Faced with a pending one2one conversation with the boss, I wanted a way to sort my ideas and bring everything to one place.
Then I read a tweet this morning about wallwisher.com. A wall to organize my ideas and links was just the thing I was looking for! #etmooc
I’m not even sure the majority of my colleagues at my school have considered online learning as an option. And I am only beginning to wade into it, myself. There seems to be so much to learn, and it’s exciting to think that I get to choose what I can learn - and when - and how much! I feel like - if I could just get my students to approach their learning this way, they could be in control of their futures too.
I found this list interesting - I already use some of the items with my grade 8’s; some of them wouldn’t fit with what we are trying to do; some of them I use myself - though not yet with students; and some of them look like they will be worth checking out.
My animated introduction for #etmooc.
I am starting a new adventure in learning. I have joined the MOOC movement. (Is that what it is called - amovement?) MOOC stands for Massive Open Online Course. This one is all about Education technology.
If you are a teacher, and you are interested, it is not too late to join. Find all the details you need at #etmooc on twitter or at etmooc.org.
I am excited because I haven’t been part of a course since I finished my Master’s degree nine years ago. I am excited because there are already hundreds of participants who have declared their intention to think about and discuss issues around edtech: connected learning, digital storytelling, digital literacy, digital citizenship, and the open movement.
It’s ten weeks. I hope it is as useful and thought-provoking as I think it’s going to be!
Just a week after some of the best professional development I’ve had since traveling to Hawaii for a summertime AP conference, I can’t help but be struck by the idea that PD days at school are so often boring, top-down, lecture-style affairs.
The edcamp model for professional development is so much more relevant, not least because it allows the participants to guide their own learning and participate in teaching others something new. And if we are going to talk about 21st century technologies and how important it is that we use them in our classes, perhaps we should begin to model our PD for ourselves on these “new” practices. I know firsthand that my students are much more engaged in their own learning when they have a say in what they learn, and an opportunity to share their knowledge. It seems like an easy assumption that teachers (people who chose a profession in which they share their knowledge) would appreciate the same opportunities.

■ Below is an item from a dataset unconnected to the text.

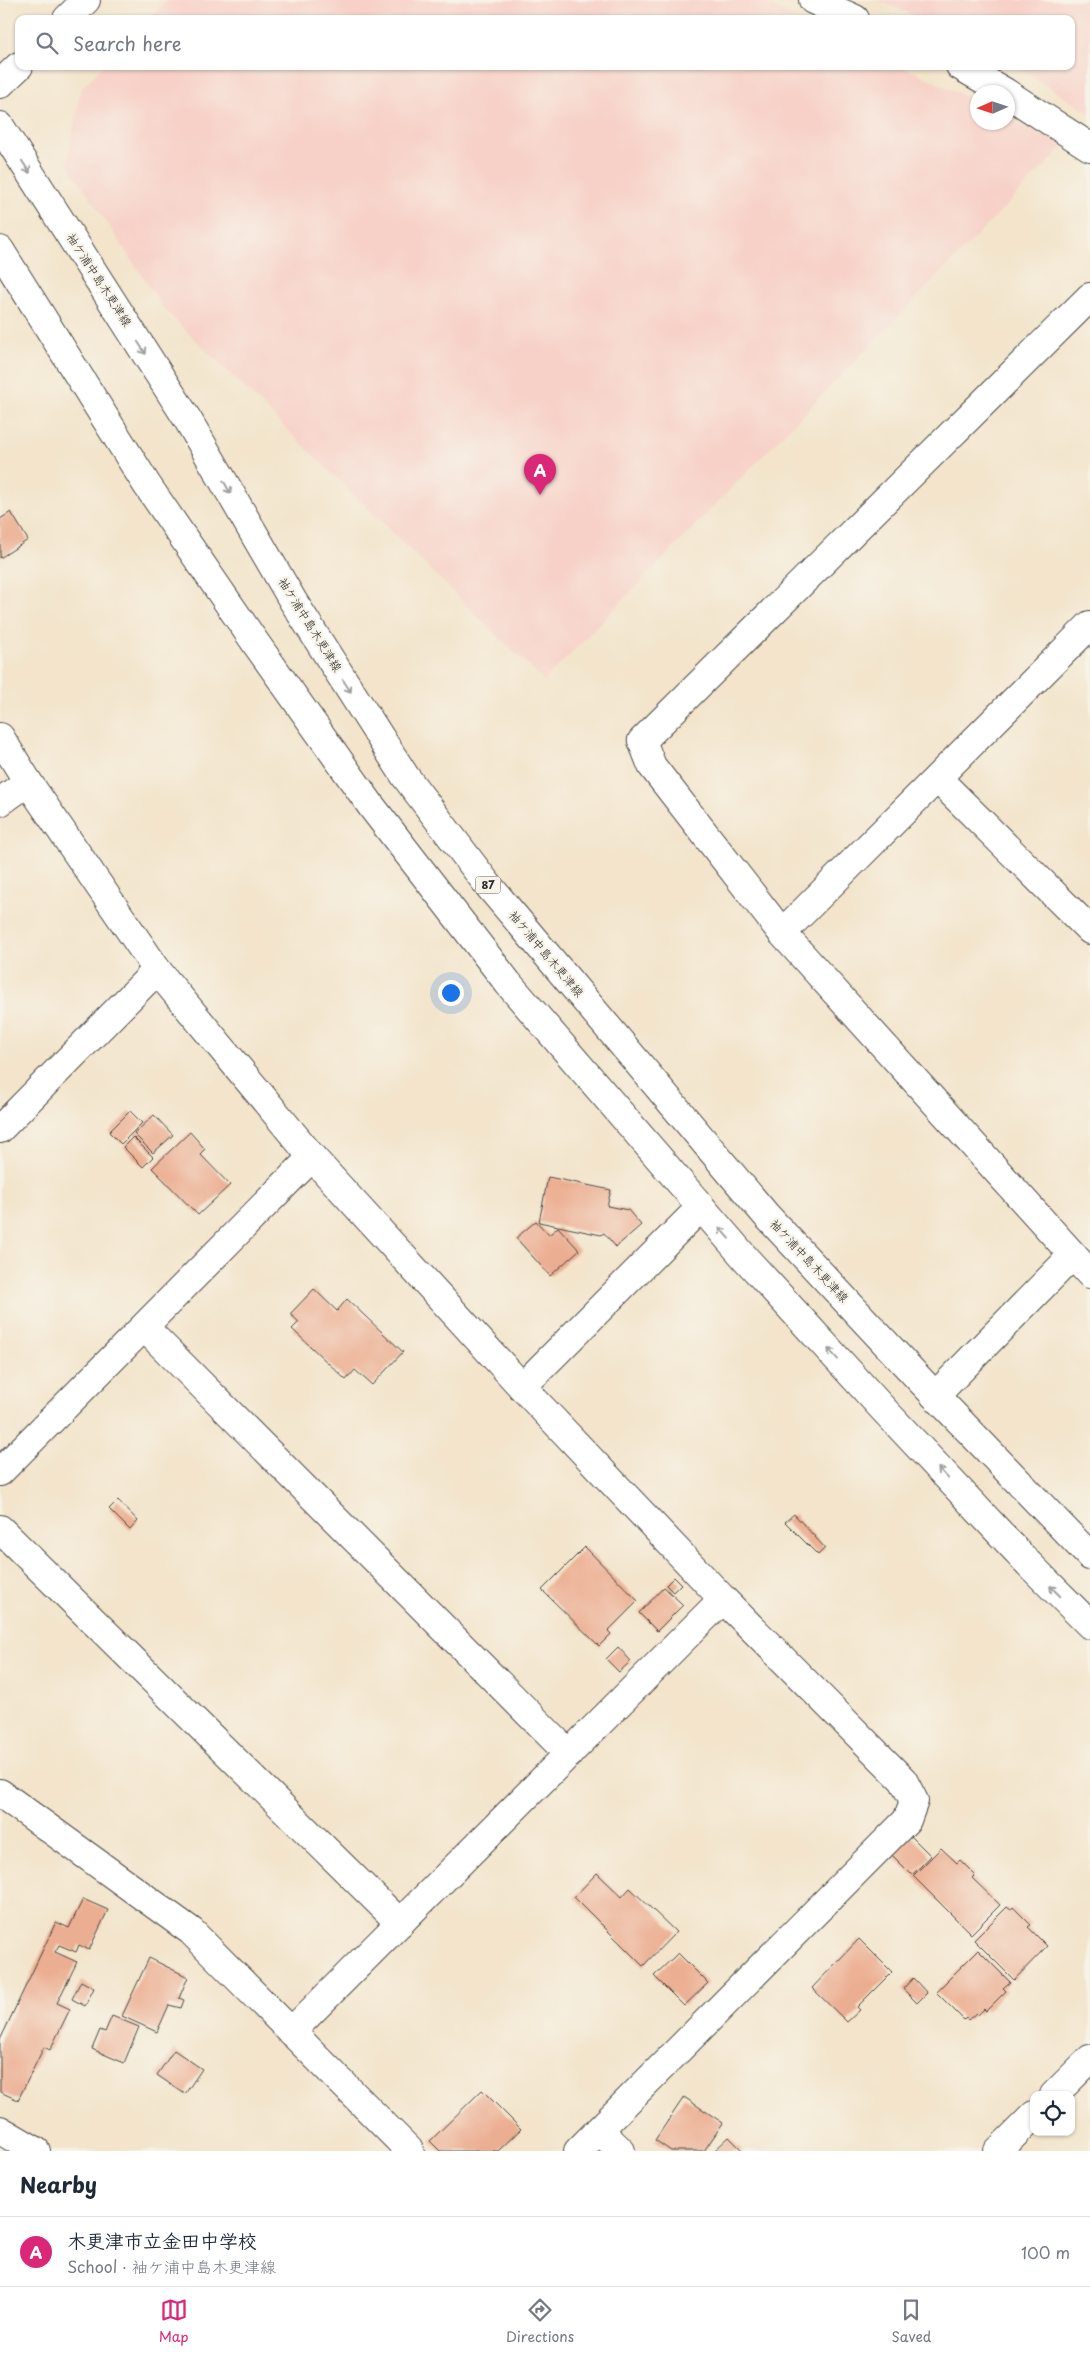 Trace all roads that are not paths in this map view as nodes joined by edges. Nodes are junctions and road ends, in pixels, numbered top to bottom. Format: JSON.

Today I wished I was teaching my classes instead of sitting quietly in my desk while one or another of my colleagues talked about the next new thing we, as a staff, need to consider.
I guess I am happy to think that the students in my classes are more engaged than our teachers were at today’s PD, even if I do have a long way to go before my grade 8 language arts class is fully immersed in 21st century technologies. Today’s experience reminded me that I am at least on the right path.
I never went to camp when I was a kid. My summers were spent in lazy pursuits like reading novel after novel and laying around on the beach. And when I wasn’t being lazy, I was busy with summertime lake living. Camp didn’t interest me.
Last Saturday I went to camp for the first time ever; it was EdCamp YEG at Lillian Osbourne High School. It was cold and snowy outside. I was talking and really thinking about work on the weekend, and it was great!
Never mind that November had only recently arrived and I’m still having fun with my students; never mind that I have great colleagues at my school who patiently listen when I enthuse about all the cool new web 2.0 tools and technology I am discovering; it was so nice to be able to listen to other teachers who are more than mildly interested in improving their teaching and their students’ learning in these ways. I wish we could have EdCamp more than once a year. I went back to work this week, inspired to try some new things.
I’ll be at the next camp, and I’ll probably bring some people with me!
This is an experiment. My hypothesis is that having a place to share ideas about teaching and learning; successes and failures will, at the very least, give me a place to keep track of those things.
Everything around me is changing at an alarming rate. Alarming, not least because the rate of change seems to be related to my own willingness to change. I find I am very open to new ideas.
There are a lot of new ideas. Everyday I walk SMACK into five new ideas.
Right now, I think this blog is about my search for ways to increase student learning and decrease my own work load! After all, all this edtech stuff is not useful if it doesn’t do both of those things.